This post was machine-translated from the Korean original by Marvin (via Kimi). It may contain errors or awkward phrasing — the Korean original is the source of truth.

Order Relations Between Ordinals

By definition, every ordinal is a well-ordered set. Moreover, the converse also holds.

Proposition 1 Let \(A,B\) be two well-ordered sets. Then at least one of the following holds:

  1. There exists an order isomorphism from \(A\) onto a segment of \(B\), or
  2. There exists an order isomorphism from \(B\) onto a segment of \(A\).
Proof

Let \(\mathcal{F}\) be the set of isomorphisms from segments of \(A\) to segments of \(B\). First, we show that \(\mathcal{F}\) is inductive.

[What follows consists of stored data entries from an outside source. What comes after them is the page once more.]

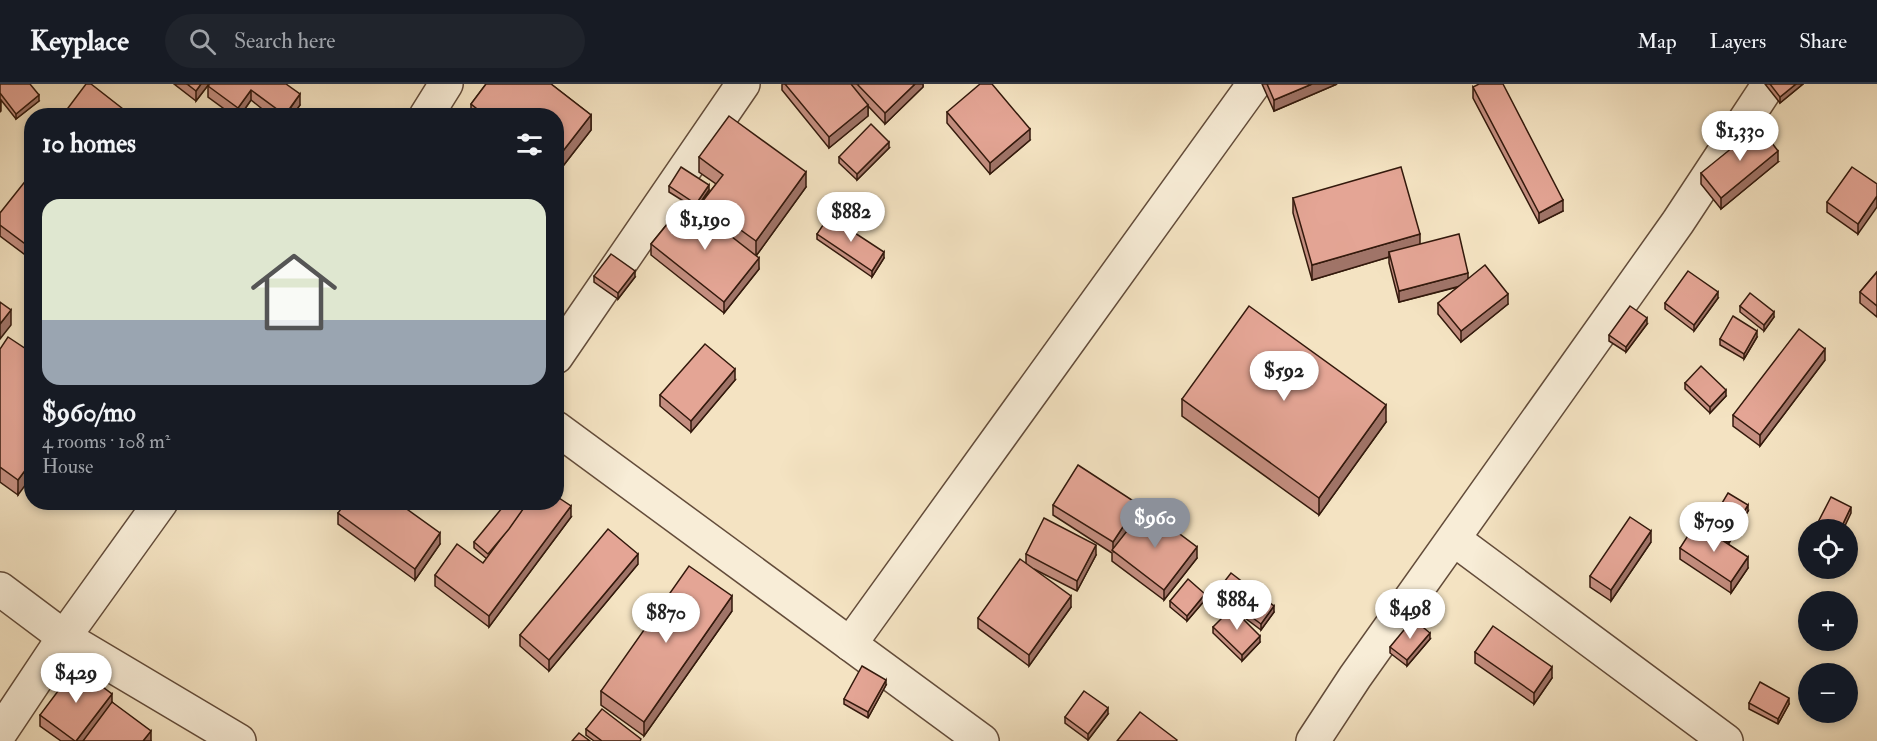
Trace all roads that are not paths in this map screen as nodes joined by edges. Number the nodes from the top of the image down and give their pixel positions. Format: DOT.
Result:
graph roads {
  1 [pos="446,84"];
  2 [pos="744,84"];
  3 [pos="1254,84"];
  4 [pos="1769,84"];
  5 [pos="431,108"];
  6 [pos="564,345"];
  7 [pos="564,434"];
  8 [pos="155,510"];
  9 [pos="1455,540"];
  10 [pos="0,589"];
  11 [pos="64,637"];
  12 [pos="850,644"];
  13 [pos="0,733"];
  14 [pos="239,741"];
  15 [pos="982,741"];
  16 [pos="1313,741"];
  17 [pos="1726,741"];
  1 -- 5 [label="street"];
  2 -- 6 [label="street"];
  3 -- 12 [label="street"];
  4 -- 9 [label="street"];
  7 -- 12 [label="street"];
  8 -- 11 [label="street"];
  9 -- 16 [label="street"];
  9 -- 17 [label="street"];
  10 -- 11 [label="street"];
  11 -- 13 [label="street"];
  11 -- 14 [label="street"];
  12 -- 15 [label="street"];
}
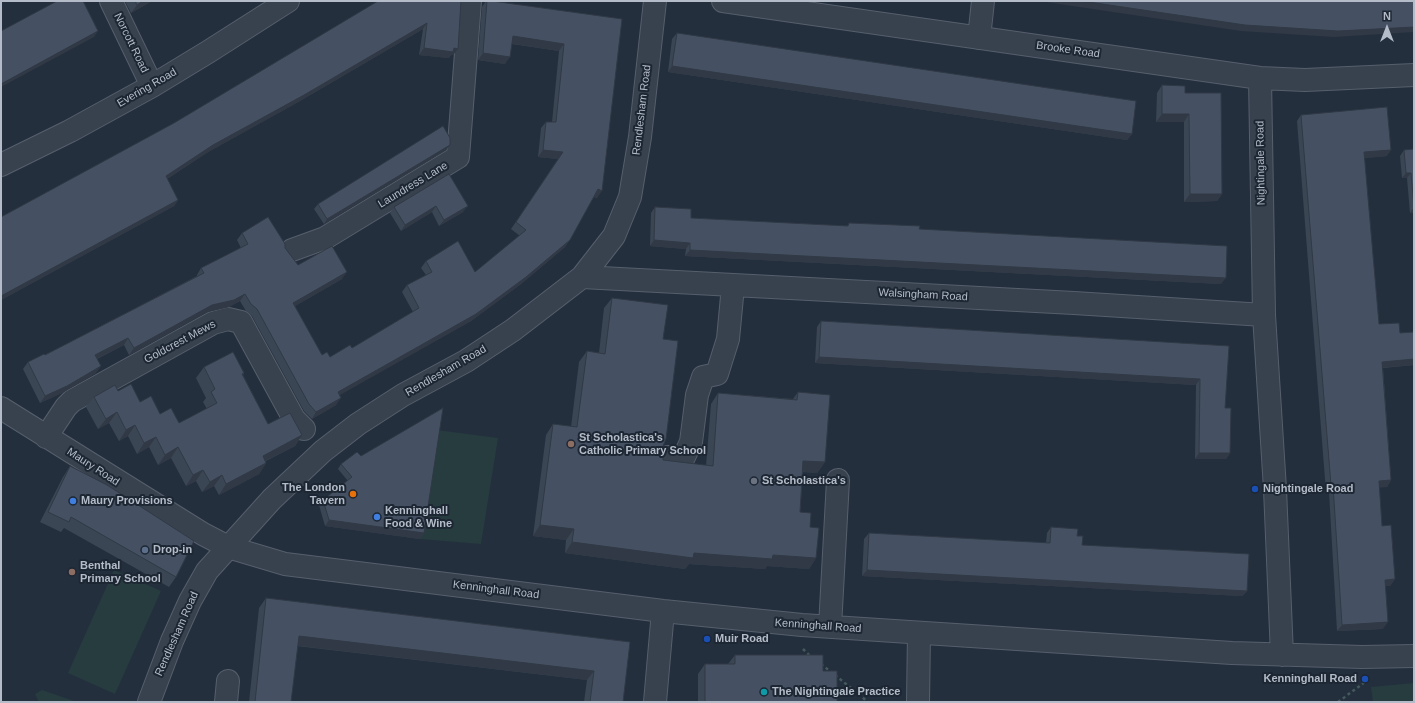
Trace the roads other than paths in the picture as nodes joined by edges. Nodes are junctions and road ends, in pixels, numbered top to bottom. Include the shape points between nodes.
1 (110, 1) edge
2 (288, 1) edge
3 (470, 1) edge
4 (655, 1) edge
5 (723, 1) edge
6 (983, 1) edge
7 (978, 38) junction
8 (1414, 75) edge
9 (1260, 78) junction
10 (152, 86) junction
11 (1, 165) edge
12 (292, 250) dead end
13 (582, 277) junction
14 (732, 286) junction
15 (1264, 315) junction
16 (1, 408) edge
17 (304, 429) dead end
18 (46, 437) junction
19 (668, 457) edge
20 (838, 480) dead end
21 (228, 547) junction
22 (663, 612) junction
23 (830, 627) junction
24 (919, 633) junction
25 (1282, 655) junction
26 (1414, 656) edge
27 (149, 702) edge
28 (655, 702) edge
29 (918, 702) edge

1 - 10 street, Norcott Road
2 - 10 street, Evering Road
3 - 12 street, Laundress Lane via 458,157 325,238
4 - 13 street, Rendlesham Road via 640,137 630,197 614,236
5 - 7 street, Brooke Road
6 - 7 street
7 - 9 street, Brooke Road
8 - 9 street, Brooke Road via 1305,80
9 - 15 street, Nightingale Road
10 - 11 street, Evering Road
13 - 14 street, Walsingham Road
13 - 21 street, Rendlesham Road via 513,330 466,361 403,395 358,424 299,472
14 - 15 street, Walsingham Road
14 - 19 street via 728,338 717,374 703,377 697,395 691,442 684,457
15 - 25 street, Nightingale Road
16 - 18 street, Maury Road
17 - 18 street, Goldcrest Mews via 294,419 240,322 228,319 214,323 72,401
18 - 21 street, Maury Road via 186,525
20 - 23 street
21 - 22 street, Kenninghall Road via 285,564
21 - 27 street, Rendlesham Road via 207,572 190,602
22 - 23 street, Kenninghall Road
22 - 28 street
23 - 24 street, Kenninghall Road
24 - 25 street, Kenninghall Road
24 - 29 street
25 - 26 street, Kenninghall Road

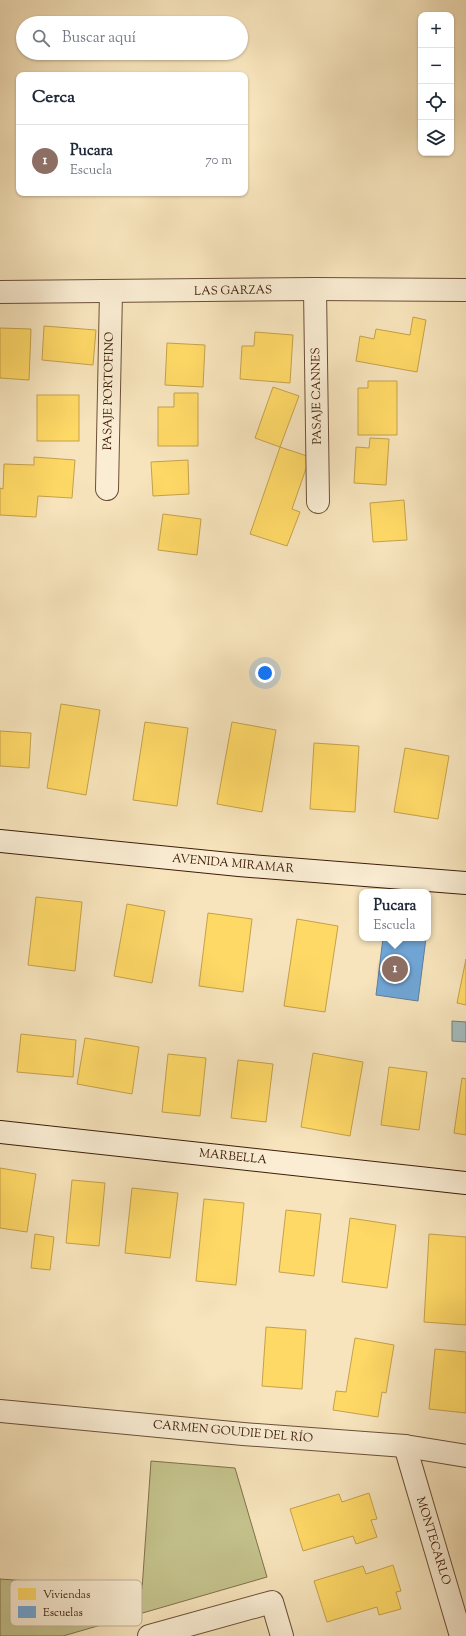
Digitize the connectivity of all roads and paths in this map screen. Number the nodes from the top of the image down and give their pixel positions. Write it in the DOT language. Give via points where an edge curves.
graph roads {
  1 [pos="315,289"];
  2 [pos="466,290"];
  3 [pos="0,292"];
  4 [pos="111,292"];
  5 [pos="107,489"];
  6 [pos="318,502"];
  7 [pos="0,841"];
  8 [pos="466,882"];
  9 [pos="0,1132"];
  10 [pos="466,1183"];
  11 [pos="0,1411"];
  12 [pos="405,1446"];
  13 [pos="466,1456"];
  14 [pos="150,1636"];
  15 [pos="282,1636"];
  16 [pos="461,1636"];
  1 -- 2 [label="street, LAS GARZAS"];
  1 -- 4 [label="street, LAS GARZAS"];
  1 -- 6 [label="street, PASAJE CANNES"];
  3 -- 4 [label="street, LAS GARZAS"];
  4 -- 5 [label="street, PASAJE PORTOFINO"];
  7 -- 8 [label="street, AVENIDA MIRAMAR" via="239,865"];
  9 -- 10 [label="street, MARBELLA"];
  11 -- 12 [label="street, CARMEN GOUDIE DEL RÍO"];
  12 -- 13 [label="street, CARMEN GOUDIE DEL RÍO"];
  12 -- 16 [label="street, MONTECARLO"];
  14 -- 15 [label="street" via="272,1602"];
}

Suppose a totally ordered subset \(\mathcal{G}\) of \(\mathcal{F}\) is given. Then we can form the set \(S\) by taking the union of the domains of all \(u\in\mathcal{G}\). Since \(S\) is a union of segments of \(A\), it is again a segment of \(A\). Now, let \(\fun(A,B)\) be the collection of functions from subsets of \(A\) to \(B\). It is clear that this collection is inductive with respect to function extension. Since \(\bigcup\mathcal{G}\) consists of functions from subsets of \(A\) to subsets of \(B\), let \(v\) be the least upper bound of \(\mathcal{G}\) in \(\fun(A,B)\). Then \(v(S)\) is the union of the ranges of all \(u\in\mathcal{G}\), hence a segment of \(B\), and for any \(x, y\), choosing \(u\in \mathcal{G}\) that contains both \(x\) and \(y\) yields

\[v(x)=u(x) < u(y)=v(y)\]

which shows that \(v\) is an isomorphism from \(S\) onto \(v(S)\). Therefore, \(\mathcal{F}\) is inductive.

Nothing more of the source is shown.